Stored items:
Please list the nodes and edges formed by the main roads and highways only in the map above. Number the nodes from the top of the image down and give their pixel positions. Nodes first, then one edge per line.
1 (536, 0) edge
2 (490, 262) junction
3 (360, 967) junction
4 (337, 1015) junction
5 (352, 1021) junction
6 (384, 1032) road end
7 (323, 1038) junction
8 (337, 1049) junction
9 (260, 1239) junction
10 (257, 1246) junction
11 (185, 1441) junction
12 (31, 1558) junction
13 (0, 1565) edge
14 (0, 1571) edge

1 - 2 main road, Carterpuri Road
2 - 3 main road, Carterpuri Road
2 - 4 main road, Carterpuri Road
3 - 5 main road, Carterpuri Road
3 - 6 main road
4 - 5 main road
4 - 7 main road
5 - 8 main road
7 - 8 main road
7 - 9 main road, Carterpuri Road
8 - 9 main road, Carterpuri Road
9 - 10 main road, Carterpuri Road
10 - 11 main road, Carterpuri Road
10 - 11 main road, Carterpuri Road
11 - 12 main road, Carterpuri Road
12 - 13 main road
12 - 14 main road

- Task statement -
Every record must be transcribed exactly as written.

- Answer space -
Please list the nodes and edges formed by the main roads and highways only in the map above. Number the nodes from the top of the image down and give their pixel positions. Nodes first, then one edge per line.
1 (536, 0) edge
2 (490, 262) junction
3 (360, 967) junction
4 (337, 1015) junction
5 (352, 1021) junction
6 (384, 1032) road end
7 (323, 1038) junction
8 (337, 1049) junction
9 (260, 1239) junction
10 (257, 1246) junction
11 (185, 1441) junction
12 (31, 1558) junction
13 (0, 1565) edge
14 (0, 1571) edge

1 - 2 main road, Carterpuri Road
2 - 3 main road, Carterpuri Road
2 - 4 main road, Carterpuri Road
3 - 5 main road, Carterpuri Road
3 - 6 main road
4 - 5 main road
4 - 7 main road
5 - 8 main road
7 - 8 main road
7 - 9 main road, Carterpuri Road
8 - 9 main road, Carterpuri Road
9 - 10 main road, Carterpuri Road
10 - 11 main road, Carterpuri Road
10 - 11 main road, Carterpuri Road
11 - 12 main road, Carterpuri Road
12 - 13 main road
12 - 14 main road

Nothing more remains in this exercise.